-- Opening Marker --
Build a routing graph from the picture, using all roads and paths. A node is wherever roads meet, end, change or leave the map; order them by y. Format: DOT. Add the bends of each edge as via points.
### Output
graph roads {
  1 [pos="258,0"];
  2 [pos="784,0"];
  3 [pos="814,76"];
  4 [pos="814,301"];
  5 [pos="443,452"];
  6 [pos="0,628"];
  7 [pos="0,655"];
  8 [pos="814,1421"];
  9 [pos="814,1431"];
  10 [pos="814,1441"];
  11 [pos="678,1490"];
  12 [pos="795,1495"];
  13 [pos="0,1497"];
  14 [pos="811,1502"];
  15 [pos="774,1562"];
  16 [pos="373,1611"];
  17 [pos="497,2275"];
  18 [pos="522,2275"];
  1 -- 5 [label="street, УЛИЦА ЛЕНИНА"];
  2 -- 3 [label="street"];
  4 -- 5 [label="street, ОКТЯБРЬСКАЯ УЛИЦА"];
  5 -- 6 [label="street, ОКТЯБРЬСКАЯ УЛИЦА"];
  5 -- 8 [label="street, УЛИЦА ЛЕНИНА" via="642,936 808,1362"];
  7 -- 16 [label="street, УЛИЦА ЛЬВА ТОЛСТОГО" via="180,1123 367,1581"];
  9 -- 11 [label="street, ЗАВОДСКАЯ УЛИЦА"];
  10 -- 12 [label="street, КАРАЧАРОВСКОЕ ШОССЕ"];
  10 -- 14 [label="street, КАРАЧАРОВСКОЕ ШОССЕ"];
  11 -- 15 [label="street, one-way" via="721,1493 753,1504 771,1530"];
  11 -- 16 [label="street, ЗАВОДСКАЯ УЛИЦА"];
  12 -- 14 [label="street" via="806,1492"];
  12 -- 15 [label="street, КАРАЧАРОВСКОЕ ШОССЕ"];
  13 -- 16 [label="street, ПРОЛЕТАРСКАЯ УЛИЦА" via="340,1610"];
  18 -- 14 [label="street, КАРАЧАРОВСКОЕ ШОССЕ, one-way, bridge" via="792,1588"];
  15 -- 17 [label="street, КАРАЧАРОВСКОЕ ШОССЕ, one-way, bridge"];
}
-- Closing Marker --
__Activity__. Restate every line of the data above exactly as it was written.

__Answer to the problem__.
Build a routing graph from the picture, using all roads and paths. A node is wherever roads meet, end, change or leave the map; order them by y. Format: DOT. Add the bends of each edge as via points.
### Output
graph roads {
  1 [pos="258,0"];
  2 [pos="784,0"];
  3 [pos="814,76"];
  4 [pos="814,301"];
  5 [pos="443,452"];
  6 [pos="0,628"];
  7 [pos="0,655"];
  8 [pos="814,1421"];
  9 [pos="814,1431"];
  10 [pos="814,1441"];
  11 [pos="678,1490"];
  12 [pos="795,1495"];
  13 [pos="0,1497"];
  14 [pos="811,1502"];
  15 [pos="774,1562"];
  16 [pos="373,1611"];
  17 [pos="497,2275"];
  18 [pos="522,2275"];
  1 -- 5 [label="street, УЛИЦА ЛЕНИНА"];
  2 -- 3 [label="street"];
  4 -- 5 [label="street, ОКТЯБРЬСКАЯ УЛИЦА"];
  5 -- 6 [label="street, ОКТЯБРЬСКАЯ УЛИЦА"];
  5 -- 8 [label="street, УЛИЦА ЛЕНИНА" via="642,936 808,1362"];
  7 -- 16 [label="street, УЛИЦА ЛЬВА ТОЛСТОГО" via="180,1123 367,1581"];
  9 -- 11 [label="street, ЗАВОДСКАЯ УЛИЦА"];
  10 -- 12 [label="street, КАРАЧАРОВСКОЕ ШОССЕ"];
  10 -- 14 [label="street, КАРАЧАРОВСКОЕ ШОССЕ"];
  11 -- 15 [label="street, one-way" via="721,1493 753,1504 771,1530"];
  11 -- 16 [label="street, ЗАВОДСКАЯ УЛИЦА"];
  12 -- 14 [label="street" via="806,1492"];
  12 -- 15 [label="street, КАРАЧАРОВСКОЕ ШОССЕ"];
  13 -- 16 [label="street, ПРОЛЕТАРСКАЯ УЛИЦА" via="340,1610"];
  18 -- 14 [label="street, КАРАЧАРОВСКОЕ ШОССЕ, one-way, bridge" via="792,1588"];
  15 -- 17 [label="street, КАРАЧАРОВСКОЕ ШОССЕ, one-way, bridge"];
}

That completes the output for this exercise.